Individually, each of these changes may be justifiable.

Collectively, they feel like pressure building.

For many executives and boards, there is a quiet but very real sense of standing next to something ticking. Not a crisis. Not chaos. But a growing weight of compliance requirements that seem to intensify rather than settle.

As a business executive myself, I find I am asking questions I did not ask five years ago.

Am I still spending most of my energy building the business, or am I increasingly managing compliance frameworks?

Are we being given enough stability to plan properly, or are we constantly adjusting to the next announcement?

And beneath it all sits a shared thought many leaders will recognise, even if we do not always say it aloud. What more is coming? Is another committee or another draft code going to solve the structural issues we are all trying to navigate?

These are not cynical questions. They are practical ones. Because while policy evolves, business still has to function. Cash flow still matters. Clients still expect delivery. Teams still need direction.

It is in this broader climate that the June 2026 transition from legacy qualifications to the QCTO system must be understood.

It sounds administrative. It is not.

For many years, employers have built their skills strategies around SETA aligned legacy qualifications. Learnerships, unit standards, sector trades.
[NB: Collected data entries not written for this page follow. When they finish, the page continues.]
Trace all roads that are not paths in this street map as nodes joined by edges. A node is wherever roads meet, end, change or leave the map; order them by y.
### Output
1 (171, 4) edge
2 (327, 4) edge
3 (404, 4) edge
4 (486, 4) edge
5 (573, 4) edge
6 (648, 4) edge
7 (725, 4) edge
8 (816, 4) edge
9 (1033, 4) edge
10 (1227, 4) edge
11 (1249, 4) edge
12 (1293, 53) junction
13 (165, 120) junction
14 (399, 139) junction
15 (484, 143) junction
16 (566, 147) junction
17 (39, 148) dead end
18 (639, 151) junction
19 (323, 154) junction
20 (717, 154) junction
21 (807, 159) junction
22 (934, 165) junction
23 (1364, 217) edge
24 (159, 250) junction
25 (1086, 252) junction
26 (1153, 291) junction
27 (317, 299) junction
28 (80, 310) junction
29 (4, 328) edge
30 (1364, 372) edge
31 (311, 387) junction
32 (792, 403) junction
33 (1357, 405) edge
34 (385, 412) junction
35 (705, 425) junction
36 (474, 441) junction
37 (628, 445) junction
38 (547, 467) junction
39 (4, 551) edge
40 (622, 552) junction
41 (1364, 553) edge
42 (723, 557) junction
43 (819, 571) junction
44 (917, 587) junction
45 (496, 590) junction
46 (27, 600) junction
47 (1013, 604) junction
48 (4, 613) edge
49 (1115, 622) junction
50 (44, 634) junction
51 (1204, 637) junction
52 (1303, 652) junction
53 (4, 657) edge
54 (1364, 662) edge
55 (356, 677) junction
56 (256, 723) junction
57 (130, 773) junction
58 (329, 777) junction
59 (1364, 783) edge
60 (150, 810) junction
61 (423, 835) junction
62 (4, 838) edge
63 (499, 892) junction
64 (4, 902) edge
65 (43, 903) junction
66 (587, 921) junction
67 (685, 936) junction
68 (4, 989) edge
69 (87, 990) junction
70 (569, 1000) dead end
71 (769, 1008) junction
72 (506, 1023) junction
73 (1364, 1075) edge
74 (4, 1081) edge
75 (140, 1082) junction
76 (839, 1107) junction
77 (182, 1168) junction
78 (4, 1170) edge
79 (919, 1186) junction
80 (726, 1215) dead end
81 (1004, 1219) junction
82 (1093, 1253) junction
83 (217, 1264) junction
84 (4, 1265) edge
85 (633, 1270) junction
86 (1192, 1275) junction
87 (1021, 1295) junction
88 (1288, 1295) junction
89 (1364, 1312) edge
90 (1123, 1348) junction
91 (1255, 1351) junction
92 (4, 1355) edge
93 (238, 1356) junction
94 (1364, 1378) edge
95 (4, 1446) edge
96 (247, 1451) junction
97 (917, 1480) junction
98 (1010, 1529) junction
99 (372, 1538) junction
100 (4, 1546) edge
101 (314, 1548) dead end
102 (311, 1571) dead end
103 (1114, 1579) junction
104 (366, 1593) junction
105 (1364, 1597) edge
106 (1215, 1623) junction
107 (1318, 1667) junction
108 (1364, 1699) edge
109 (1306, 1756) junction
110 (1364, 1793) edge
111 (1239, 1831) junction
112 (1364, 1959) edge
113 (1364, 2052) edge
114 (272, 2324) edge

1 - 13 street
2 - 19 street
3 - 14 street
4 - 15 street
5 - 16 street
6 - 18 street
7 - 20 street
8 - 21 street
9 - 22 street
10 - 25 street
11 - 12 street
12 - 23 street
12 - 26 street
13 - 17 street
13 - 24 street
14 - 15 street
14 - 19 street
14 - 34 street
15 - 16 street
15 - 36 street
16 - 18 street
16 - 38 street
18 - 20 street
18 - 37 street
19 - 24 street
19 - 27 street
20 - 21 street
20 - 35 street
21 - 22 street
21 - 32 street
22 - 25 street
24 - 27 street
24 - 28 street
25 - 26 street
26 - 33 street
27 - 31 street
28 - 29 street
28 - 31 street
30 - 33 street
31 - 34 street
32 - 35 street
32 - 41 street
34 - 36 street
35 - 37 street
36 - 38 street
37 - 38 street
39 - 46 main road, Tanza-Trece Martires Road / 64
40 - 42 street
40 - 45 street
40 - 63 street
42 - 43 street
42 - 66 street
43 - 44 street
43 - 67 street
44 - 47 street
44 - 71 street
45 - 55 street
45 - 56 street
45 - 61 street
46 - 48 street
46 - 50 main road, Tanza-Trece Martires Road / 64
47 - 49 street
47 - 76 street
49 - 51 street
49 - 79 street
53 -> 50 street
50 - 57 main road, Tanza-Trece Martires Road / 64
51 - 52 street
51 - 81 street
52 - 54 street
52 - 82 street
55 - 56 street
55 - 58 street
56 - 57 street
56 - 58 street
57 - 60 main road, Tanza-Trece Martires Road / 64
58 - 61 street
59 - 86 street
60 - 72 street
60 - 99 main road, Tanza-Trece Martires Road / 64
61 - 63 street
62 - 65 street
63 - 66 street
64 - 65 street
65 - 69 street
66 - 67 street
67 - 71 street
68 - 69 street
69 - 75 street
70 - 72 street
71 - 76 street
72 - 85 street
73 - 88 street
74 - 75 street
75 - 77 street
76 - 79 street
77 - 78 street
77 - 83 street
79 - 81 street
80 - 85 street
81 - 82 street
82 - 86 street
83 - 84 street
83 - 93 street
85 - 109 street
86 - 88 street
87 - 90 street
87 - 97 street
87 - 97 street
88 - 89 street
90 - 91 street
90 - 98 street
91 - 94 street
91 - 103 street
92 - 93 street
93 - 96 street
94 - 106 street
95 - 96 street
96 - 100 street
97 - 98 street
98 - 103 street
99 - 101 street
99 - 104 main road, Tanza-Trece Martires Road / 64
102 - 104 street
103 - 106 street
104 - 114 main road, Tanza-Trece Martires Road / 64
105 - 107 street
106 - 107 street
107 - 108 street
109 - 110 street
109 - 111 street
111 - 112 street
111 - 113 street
These programmes shaped training pipelines, grant funding and internal development pathways.

That framework is now closing.

From June 2026, legacy qualifications fall away and the system moves fully to QCTO aligned occupational qualifications. The intention is clear. Training must connect directly to workplace competence and defined occupations.

But this shift reaches far beyond certificates.

It affects how we design learnerships. How we compile Workplace Skills Plans and Annual Training Reports. How we access SETA grants. How workplaces are approved. How assessments are conducted. How we build career pathways internally.

Many organisations still have core programmes that have not yet migrated. In some sectors, alternatives are limited. In others, the available qualifications are highly specialised.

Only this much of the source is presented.